Extracted material |
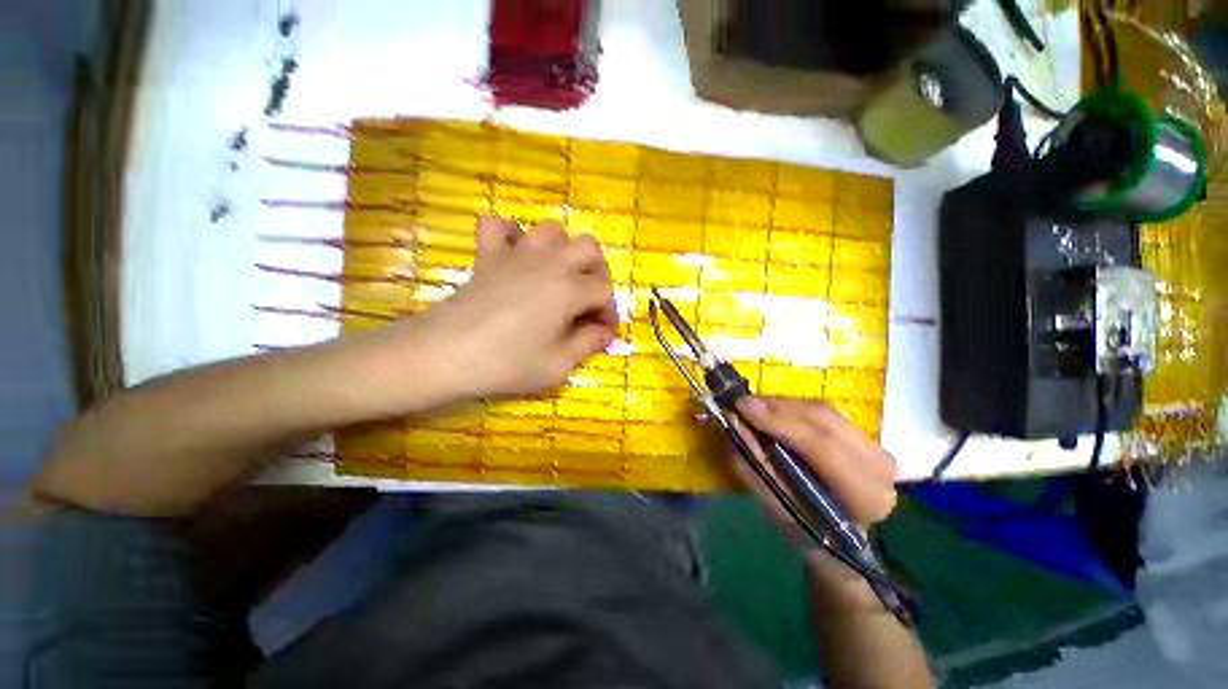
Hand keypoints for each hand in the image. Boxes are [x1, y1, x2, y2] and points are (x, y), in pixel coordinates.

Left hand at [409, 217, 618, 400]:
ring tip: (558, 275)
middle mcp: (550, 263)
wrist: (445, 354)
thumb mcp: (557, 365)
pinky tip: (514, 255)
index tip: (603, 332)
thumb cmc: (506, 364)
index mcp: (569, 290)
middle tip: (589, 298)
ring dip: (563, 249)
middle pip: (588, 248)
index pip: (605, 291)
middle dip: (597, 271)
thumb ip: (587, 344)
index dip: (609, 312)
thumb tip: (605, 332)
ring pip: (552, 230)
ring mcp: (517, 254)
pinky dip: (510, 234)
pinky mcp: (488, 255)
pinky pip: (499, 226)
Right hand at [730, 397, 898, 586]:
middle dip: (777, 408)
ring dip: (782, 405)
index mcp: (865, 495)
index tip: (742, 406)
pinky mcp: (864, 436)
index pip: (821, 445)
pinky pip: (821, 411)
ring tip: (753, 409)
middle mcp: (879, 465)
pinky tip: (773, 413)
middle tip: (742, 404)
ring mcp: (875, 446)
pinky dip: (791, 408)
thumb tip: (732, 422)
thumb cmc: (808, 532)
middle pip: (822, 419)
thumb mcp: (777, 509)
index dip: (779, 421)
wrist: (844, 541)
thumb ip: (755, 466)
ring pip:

Exercise | Your task is to repeat the opening line of the entries above and each line after it, ending with the line that has "ring dip: (782, 405)". Do not include the pictures.

Task result |
Hand keypoints for each hand in the image. Boxes are [x1, y1, x2, y2] and points are (x, y), in pixel coordinates.

Left hand at [409, 217, 618, 400]:
ring tip: (558, 275)
middle mcp: (550, 263)
wrist: (445, 354)
thumb mcp: (557, 365)
pinky tip: (514, 255)
index tip: (603, 332)
thumb cmc: (506, 364)
index mcp: (569, 290)
middle tip: (589, 298)
ring dip: (563, 249)
middle pip: (588, 248)
index pip: (605, 291)
middle dip: (597, 271)
thumb ip: (587, 344)
index dip: (609, 312)
thumb tip: (605, 332)
ring pip: (552, 230)
ring mcp: (517, 254)
pinky dip: (510, 234)
pinky mcp: (488, 255)
pinky pip: (499, 226)
Right hand at [730, 397, 898, 586]:
middle dip: (777, 408)
ring dip: (782, 405)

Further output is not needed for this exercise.